- Spokesperson: Collective leadership
- Founded: 2011
- Headquarters: Xixón
- Ideology: Asturian nationalism Socialism Ecologism Municipalism
- Union affiliation: Corriente Sindical d'Izquierda
- Local Government: 1 / 918

Website
- conceyuabiertu.org

= Conceyu Abiertu =

Conceyu Abiertu (Open Council or Open Municipality in Asturian language) is an Asturian political organization of left-wing and Asturian nationalist ideology. Conceyu Abiertu emerged as a municipalist platform in the municipal and regional elections of 2011.

==History==
Conceyu Abiertu emerged in late 2010 on the initiative of people from various political parties, trade unions, social movements and youth organizations of Asturias, like Andecha Astur, Darréu, the Corriente Sindical d'Izquierda, Fai! Asturies and independents. The aim of forming this platform was the need for unity of the different areas of the nationalist and Asturian left, to stop the stagnation that this political movement was suffering. It was officially presented on January 19, 2011 in the auditorium of the Jovellanos Library, Xixón.
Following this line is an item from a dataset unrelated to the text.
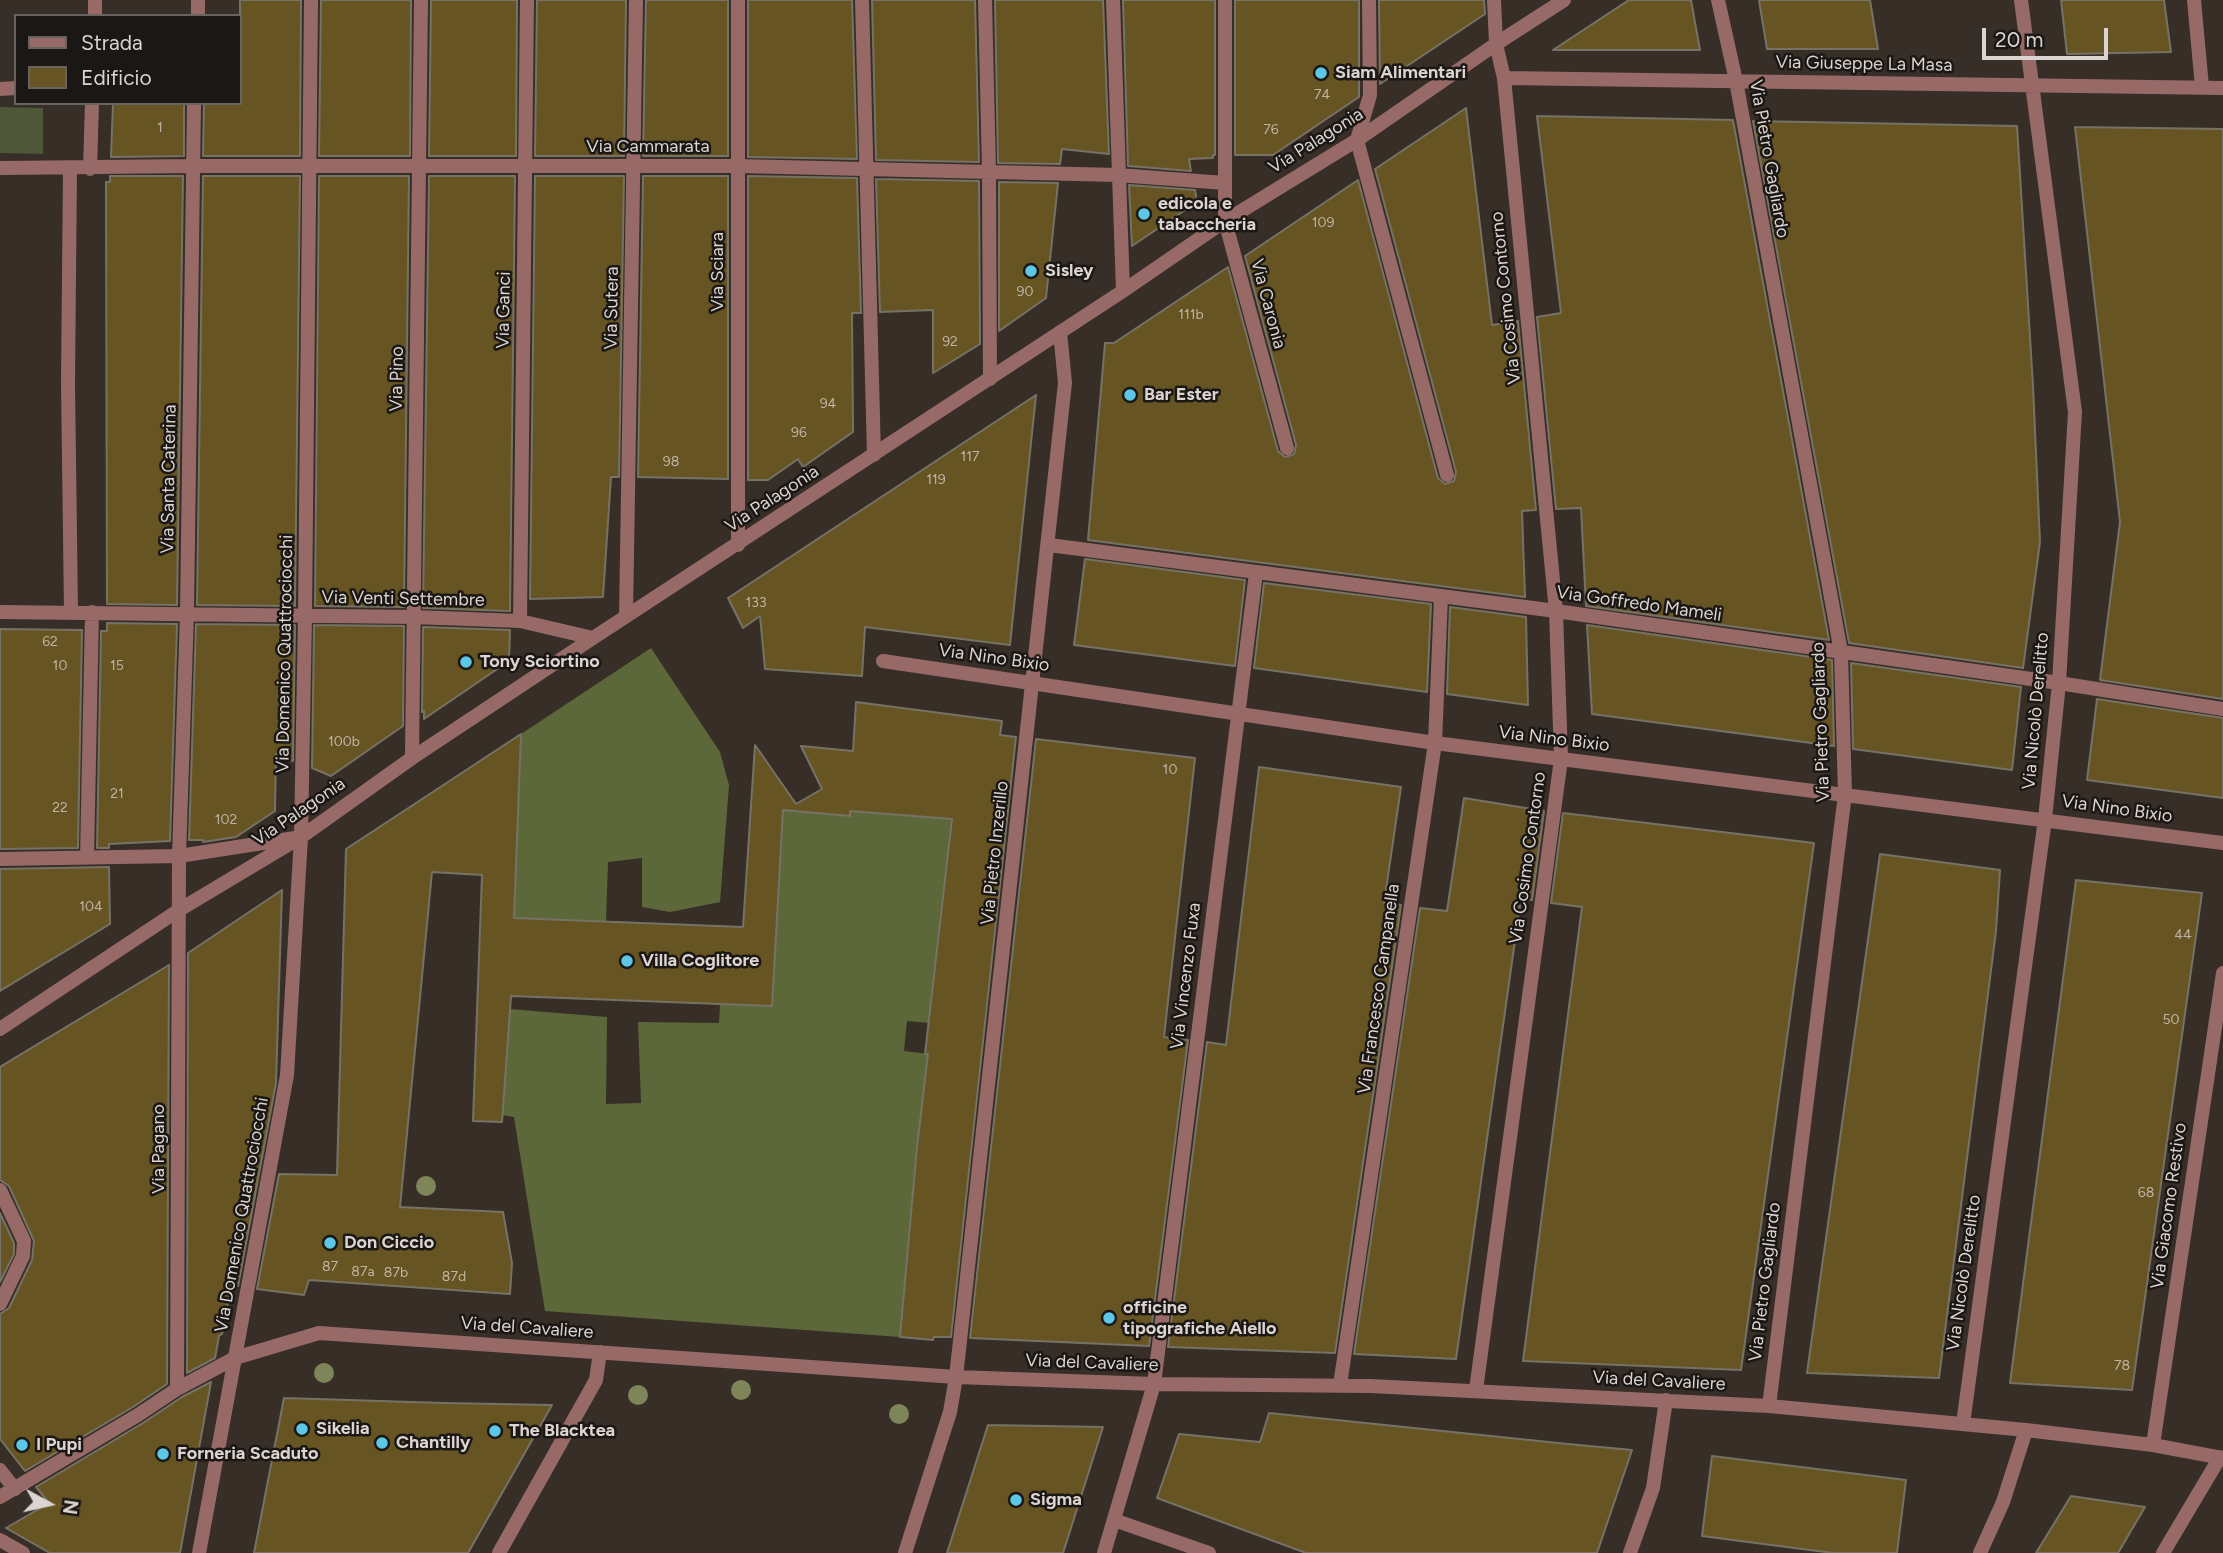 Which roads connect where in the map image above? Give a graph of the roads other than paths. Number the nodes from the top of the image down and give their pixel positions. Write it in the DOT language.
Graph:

Conceyu Abiertu first participated in the municipal and regional elections of 2011, both with a regional list, that failed to enter the parliament, and candidates for council level representation. In Xixón, the organizations supported a list called Conceyu d'Unidá Popular de Xixón (CUPX), which brought together the local anti-capitalist Left, including the Communist Party of Asturias (PCA) and independents. Conceyu Abiertu achieved a representative in Noreña.

==Municipalities==
Conceyu Abiertu is a non-centralized organization, based in local assemblies, modeled on the Catalan Candidatura d'Unitat Popular (CUP), with the National Council as the federative and unifying element. Currently present in ten Asturian municipalities: Grao, Langreo, Mieres, Noreña, Ribadesella, San Martín del Rey Aurelio, Siero, Oviedo, Villaviciosa and Gijón.